Lydia Atkins, a former New College student brought her fifth grade class and one fourth-grader from Tuscaloosa Magnet Elementary School to the Arboretum for a field trip. The students were lead throughout the Arboretum and saw the greenhouses, garden, and the tree topology. Camille Perret and I lead one group of students around to the different stations. The children had actually been learning about gardening with Lydia, so they were excited to see the Arboretum.

We first started off in the greenhouses. Camille and I asked them questions like, why we would start our plants in a green house instead of in the garden? We had various answers from the students. For example, students said because you are able to control temperature in the house and that it is a good way to make sure bugs and rodents would not get into the plants. We also showed the vermicompost and explained the importance of worm poop for the soil. The kids really enjoyed seeing the worms and were impressed by the big container. We also showed them the peels of fruit we eat like cantolope in the vermicompost. We explained how this helps make compost which is good for the soil.

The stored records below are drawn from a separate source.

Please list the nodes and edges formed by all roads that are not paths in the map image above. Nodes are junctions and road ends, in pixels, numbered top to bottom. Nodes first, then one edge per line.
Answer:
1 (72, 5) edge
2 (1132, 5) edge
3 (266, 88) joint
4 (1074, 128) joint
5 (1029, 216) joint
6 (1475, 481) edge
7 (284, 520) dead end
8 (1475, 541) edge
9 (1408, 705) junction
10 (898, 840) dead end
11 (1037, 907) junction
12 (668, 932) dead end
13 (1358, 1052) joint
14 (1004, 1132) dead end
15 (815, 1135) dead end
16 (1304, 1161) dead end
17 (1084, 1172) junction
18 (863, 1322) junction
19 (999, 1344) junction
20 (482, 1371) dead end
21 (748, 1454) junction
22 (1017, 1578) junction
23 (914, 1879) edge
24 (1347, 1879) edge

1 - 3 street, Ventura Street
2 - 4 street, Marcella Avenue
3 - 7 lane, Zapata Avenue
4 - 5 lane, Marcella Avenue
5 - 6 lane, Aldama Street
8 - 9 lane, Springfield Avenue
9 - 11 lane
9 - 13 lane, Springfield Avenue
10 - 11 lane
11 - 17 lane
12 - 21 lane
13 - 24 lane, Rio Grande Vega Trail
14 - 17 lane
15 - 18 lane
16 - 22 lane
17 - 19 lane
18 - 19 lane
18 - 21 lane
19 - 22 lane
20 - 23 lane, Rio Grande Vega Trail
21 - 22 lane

After the greenhouses, we went to the tables outside where there were numerous tomato, basil, and marigold plants. We told the children they were going to be planting one of these plants in the garden. Camille showed them the correct way to remove a plant from the container and place it in the ground.

After the demonstration we lead our group of children to the garden where they each planted one plant. We had to make sure the children did not step on the beds and compact the soil.

Many of Lydias students had not visited the Arboretum before and did not know it existed. I talked with Lydia and Sarah Massey after the field trip and they said the children loved the Arboretum. They wondered why school could not be taught out there instead of inside. They both said the children were surprised to learn you can different types of plants in the green house like tropical and non-native plants. They said probably their favorite part of the trip was seeing the worms.

I think it is wonderful that children are getting involved and learning about gardening at a young age. I never had an experience like a field trip to the arboretum but I’m glad teachers are trying to incorporate and show the importance of growing plants. Growing plants are important because they help keep us alive. I’m glad these students were able to have a hands-on experience with the garden and I hope they understand the importance of growing plants.